Business Objectives - customer value

  • ([novelty (patentability) not)

image Sub-questions to experience customer value

  • A certain gemstone has a 1/2 chance of containing a gem when broken and sells for 20,000 yen.
  • One rough stone can be bought for 9,500 yen. Rough stones are hard and only 20 can be broken per day.
  • Q1: What is the expected amount of revenue you can earn per day?

image A1 Revenue Expectations

  • A1: The expected value of income per unit is 10,000 yen because you get 20,000 yen at 1/2 chance.
  • The purchase price per unit is 9,500, so the revenue per unit is 500 yen.
  • Since 20 units can be processed per day, the revenue per day is 1,000 yen.

image Q2 Machining speed doubling device

  • Q2: Suppose you have a machine that can break a rough stone twice as fast as a human.
  • In other words, suppose the number of gemstones that can be broken per day increases from 20 to 40.
  • How much more revenue can I expect?

image A2 Machining speed doubling device

  • A2: It is still a profit of 500 yen per gemstone.
  • The amount that can be processed per day increases from 20 to 40.
  • Since there will be 20 more units, profit will increase by 10,000 yen.

image Q3 60% discriminator

  • Q3: Suppose you can buy an identifier* that has a 60% chance of guessing the gemstone that contains the gem.
    • *Suppose that by using it before buying the gemstone, you can get a “gemstone with a 60% chance of containing a gemstone” for 9,500 yen.
    • I am not concerned this time about the fact that the store owner might not like it.
    • Also assume that the machine in Q2 is not in hand and the number of pieces that can be broken per day remains 20.
  • How much more revenue can I expect?

image A3: 60% discriminator

  • Since there is a 60% chance of getting 20,000 yen, the expected income per unit is 12,000 yen.
  • Since the purchase price per unit is 9,500 yen, the revenue per unit is 2,500 yen.
  • Since 20 units can be processed per day, the revenue per day is 50,000 yen.
  • 40,000 more…

image In other words, in this problem setting

  • The “device that doubles the processing speed” increases the customer’s profit by 10,000 yen,
  • The “identifier with 60% accuracy” increases the customer’s profit by 40,000 yen.

image lesson

  • In this problem setting, a “discriminator with 60% accuracy” has four times the customer value of a “device that doubles the processing speed.
  • How much accuracy and how much customer value can be generated depends on Business Requirements.
  • Accuracy is not always important.

image Business Requirements

  • Before thinking about improving accuracy, it is necessary to first clarify what customers want and what kind of constraints they have.
  • Even if a method described in the latest paper is implemented, if the customer cannot provide the amount of data required by the method, then the implementation has no customer value.

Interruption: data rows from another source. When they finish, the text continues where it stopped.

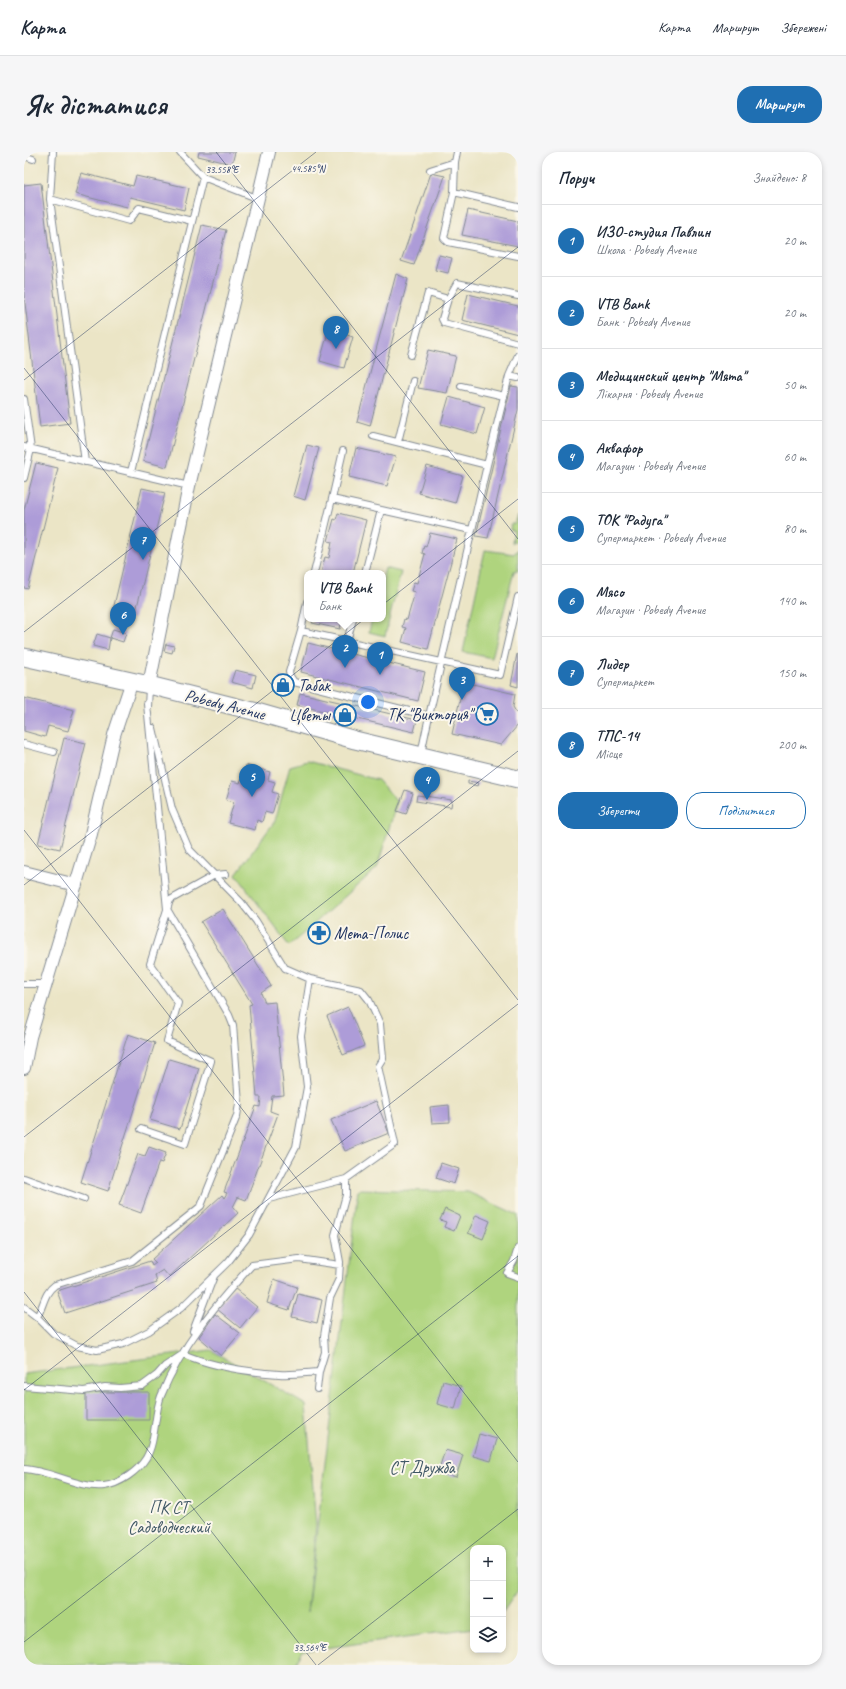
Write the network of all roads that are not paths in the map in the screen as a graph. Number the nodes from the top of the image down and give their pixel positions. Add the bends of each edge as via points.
1 (52, 152) edge
2 (180, 152) edge
3 (269, 152) edge
4 (457, 152) edge
5 (24, 156) edge
6 (33, 159) dead end
7 (455, 162) junction
8 (430, 170) dead end
9 (203, 177) junction
10 (454, 192) junction
11 (50, 199) junction
12 (258, 199) junction
13 (518, 207) edge
14 (192, 221) junction
15 (518, 256) edge
16 (518, 296) edge
17 (448, 298) junction
18 (518, 343) edge
19 (411, 355) dead end
20 (518, 355) edge
21 (509, 376) junction
22 (518, 378) edge
23 (413, 381) dead end
24 (461, 386) dead end
25 (504, 396) junction
26 (24, 400) edge
27 (373, 436) dead end
28 (398, 442) junction
29 (24, 447) edge
30 (31, 449) junction
31 (343, 451) dead end
32 (85, 462) junction
33 (487, 465) junction
34 (131, 472) junction
35 (24, 478) edge
36 (189, 486) junction
37 (332, 499) junction
38 (381, 510) junction
39 (471, 530) junction
40 (315, 570) edge
41 (366, 570) edge
42 (518, 597) edge
43 (304, 614) edge
44 (352, 622) edge
45 (300, 631) junction
46 (347, 641) junction
47 (24, 657) edge
48 (441, 663) junction
49 (132, 682) junction
50 (150, 685) junction
51 (147, 704) junction
52 (429, 716) junction
53 (24, 744) edge
54 (54, 752) dead end
55 (421, 755) junction
56 (518, 779) edge
57 (24, 872) edge
58 (226, 874) dead end
59 (216, 875) junction
60 (76, 885) junction
61 (168, 909) junction
62 (310, 978) junction
63 (24, 984) edge
64 (46, 984) junction
65 (27, 1038) edge
66 (24, 1068) edge
67 (141, 1129) dead end
68 (24, 1178) edge
69 (346, 1179) junction
70 (84, 1199) dead end
71 (268, 1199) junction
72 (518, 1248) edge
73 (340, 1265) junction
74 (214, 1274) junction
75 (518, 1277) edge
76 (24, 1307) edge
77 (37, 1317) junction
78 (183, 1354) junction
79 (319, 1372) junction
80 (24, 1386) edge
81 (317, 1389) dead end
82 (24, 1469) edge

1 - 11 lane
2 - 9 lane
3 - 12 street
4 - 7 lane
5 - 6 lane
7 - 8 lane
7 - 10 lane
9 - 12 lane
9 - 14 lane
10 - 13 lane
10 - 15 lane via 444,238 446,241
11 - 14 lane via 129,221 139,208
11 - 32 lane
12 - 36 street
14 - 34 lane
16 - 17 lane via 457,283
17 - 18 lane via 442,320 444,323
17 - 19 lane via 428,293
20 - 21 lane
21 - 22 lane
21 - 25 lane
23 - 28 lane
24 - 25 lane
25 - 33 lane
26 - 30 lane
27 - 28 lane
28 - 33 lane
29 - 30 lane
30 - 32 lane
30 - 35 lane
31 - 37 lane
32 - 34 lane
33 - 39 lane
34 - 36 lane
36 - 50 street
37 - 38 lane
37 - 40 lane
38 - 39 lane
38 - 41 lane
39 - 48 lane
42 - 48 lane via 500,675
43 - 45 lane
44 - 46 lane
45 - 46 lane
45 - 52 lane via 289,672 294,682
46 - 48 lane
47 - 49 street, Pobedy Avenue
48 - 52 lane
49 - 50 street, Pobedy Avenue
49 - 60 street via 114,735 91,834
50 - 51 lane
50 - 55 street, Pobedy Avenue
51 - 59 lane via 172,809 188,849
51 - 61 lane
52 - 55 lane
53 - 54 lane
55 - 56 street, Pobedy Avenue
57 - 60 street
58 - 59 lane
59 - 61 lane via 170,900
59 - 62 lane via 250,914 285,968
60 - 64 street
61 - 67 lane via 150,964 178,1003 166,1041 211,1061 185,1144
61 - 77 lane via 233,1025 239,1104 237,1116 201,1206 132,1261 55,1285 45,1296
62 - 69 lane via 361,990 369,1000 380,1024 383,1058 378,1066 395,1144
62 - 71 lane via 301,1036 307,1087 296,1147
63 - 64 lane
64 - 65 street
65 - 66 street
68 - 70 lane
69 - 71 lane
69 - 73 lane via 346,1195 335,1235
71 - 74 lane via 249,1235 228,1262
72 - 75 lane via 507,1273
73 - 78 lane via 299,1259 252,1265 209,1314
73 - 79 lane via 339,1279 330,1298 324,1336 325,1352
74 - 77 lane via 181,1308 149,1331 123,1344 97,1350 77,1346 53,1333
74 - 78 lane
76 - 77 lane
78 - 79 lane via 214,1364 280,1375
78 - 80 lane via 142,1386 105,1387 84,1391
78 - 82 lane via 171,1372 160,1398 147,1456 138,1468 104,1486
79 - 81 lane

image Customers are not experts.

  • In many cases, customers are not experts in machine learning and cannot clearly verbalize either the required accuracy or the constraints that must be met.
  • So it is necessary to learn this fast.

image Minimum Viable Product

  • A concept advocated in the “Lean Startup” methodology of IT venture management.
  • Ventures have limited funds and must quickly understand customer needs.
  • Therefore, by creating miscellaneous products at minimal cost and actually showing them to customers, we can find out where the customers’ needs lie.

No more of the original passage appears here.